How does this understanding change the CPA's approach? First, most Iraqis are more than happy and willing to participate in and take the lead in the de-ba'athification process. The Iraqi people do not need to be convinced about the evils of the prior regime: they know it, they lived it and many died because of it. It is critical not to disenfranchise those who would otherwise be supporters. This has happened with the disbanding of the military, with hundreds of thousands of people dependent upon their salaries for their basic survival.
Second, among Iraqis themselves there are qualified professionals with sound reputations both inside and outside Iraq. It is critical that the CPA tap into this important resource. I know that this effort has begun in certain Ministries, but it needs to continue and expand. Iraqis, in particular in the legal field, are very sensitive about outside involvement, including from the Arab world especially if they are from countries perceived to have benefited or cooperated with the prior regime. Even for exiled Iraqis, their role should be limited to advising, consulting and assisting and not include positions of authority unless specifically elected by the people themselves in free and open elections.
Based on my conversations with trusted sources in-country, Iraqis are feeling like strangers in their own country. Either through neglect, lack of understanding, or for the sake of expediency, current efforts seem to be avoiding direct Iraqi involvement and their opinions in important decisions. Disbanding the military in such a manner is one such example.
This must not happen with the formation of the constitution. To ensure maximum participation in this process, some jurists in the IJA recommend a multi-phased process.

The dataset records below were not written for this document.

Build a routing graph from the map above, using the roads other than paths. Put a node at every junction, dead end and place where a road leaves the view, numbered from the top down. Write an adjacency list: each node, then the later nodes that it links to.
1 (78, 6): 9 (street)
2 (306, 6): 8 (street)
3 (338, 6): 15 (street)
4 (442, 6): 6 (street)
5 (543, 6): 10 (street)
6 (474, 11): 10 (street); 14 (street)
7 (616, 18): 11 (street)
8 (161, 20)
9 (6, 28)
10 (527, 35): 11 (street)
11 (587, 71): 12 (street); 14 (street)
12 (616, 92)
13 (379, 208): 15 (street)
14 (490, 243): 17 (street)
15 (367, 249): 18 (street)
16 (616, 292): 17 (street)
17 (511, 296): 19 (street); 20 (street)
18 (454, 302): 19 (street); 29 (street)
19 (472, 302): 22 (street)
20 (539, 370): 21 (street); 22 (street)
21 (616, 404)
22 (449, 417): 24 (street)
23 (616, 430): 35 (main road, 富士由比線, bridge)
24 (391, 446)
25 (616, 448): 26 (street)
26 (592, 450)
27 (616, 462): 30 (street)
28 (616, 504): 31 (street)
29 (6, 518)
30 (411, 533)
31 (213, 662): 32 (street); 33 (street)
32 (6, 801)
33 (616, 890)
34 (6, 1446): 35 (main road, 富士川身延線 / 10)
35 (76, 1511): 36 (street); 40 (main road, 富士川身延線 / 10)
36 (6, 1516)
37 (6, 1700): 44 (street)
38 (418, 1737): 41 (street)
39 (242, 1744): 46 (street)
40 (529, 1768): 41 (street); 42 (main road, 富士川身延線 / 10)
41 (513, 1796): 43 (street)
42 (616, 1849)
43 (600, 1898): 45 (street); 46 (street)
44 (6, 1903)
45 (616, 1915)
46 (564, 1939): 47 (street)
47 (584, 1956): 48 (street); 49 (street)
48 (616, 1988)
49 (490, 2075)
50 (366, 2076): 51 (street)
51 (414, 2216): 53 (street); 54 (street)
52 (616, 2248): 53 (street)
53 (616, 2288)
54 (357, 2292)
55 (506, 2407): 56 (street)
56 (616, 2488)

The first phase would be to hold a national referendum on the form of government (as an example, whether it would be a republic, parliamentary or presidential system, constitutional monarchy, etc.) and once that decision is made by the Iraqi people, a group of elected representatives could be formed to draft the constitution with the assistance of international and domestic legal experts. To protect the long term stability of a democratic Iraq, there would need to be a strong and independent judiciary with a mandate to review the constitutionality of actions of the other two branches of government.
These are not insurmountable challenges. I am optimistic for one simple reason and that is, if I may echo the words of Chairman Cornyn in one of his recent speeches:
"After defeating our enemies in World War II, we left behind constitutions and
representative government, not permanent military authorities - and we can do the same in Iraq." (AEI, 6/10/03).
Because of this tradition, the U.S. is uniquely positioned to succeed in this important undertaking. Any failures in Iraq reflect on all of us and will have a long-lasting negative impact on US interests in Iraq, the region and the rest of the world. Iraqis do not make distinctions between the Pentagon or the State Department, Democrats or Republicans. This is a massive undertaking which requires the best talents of all. The consequences of success and/or failure will also be shared by all.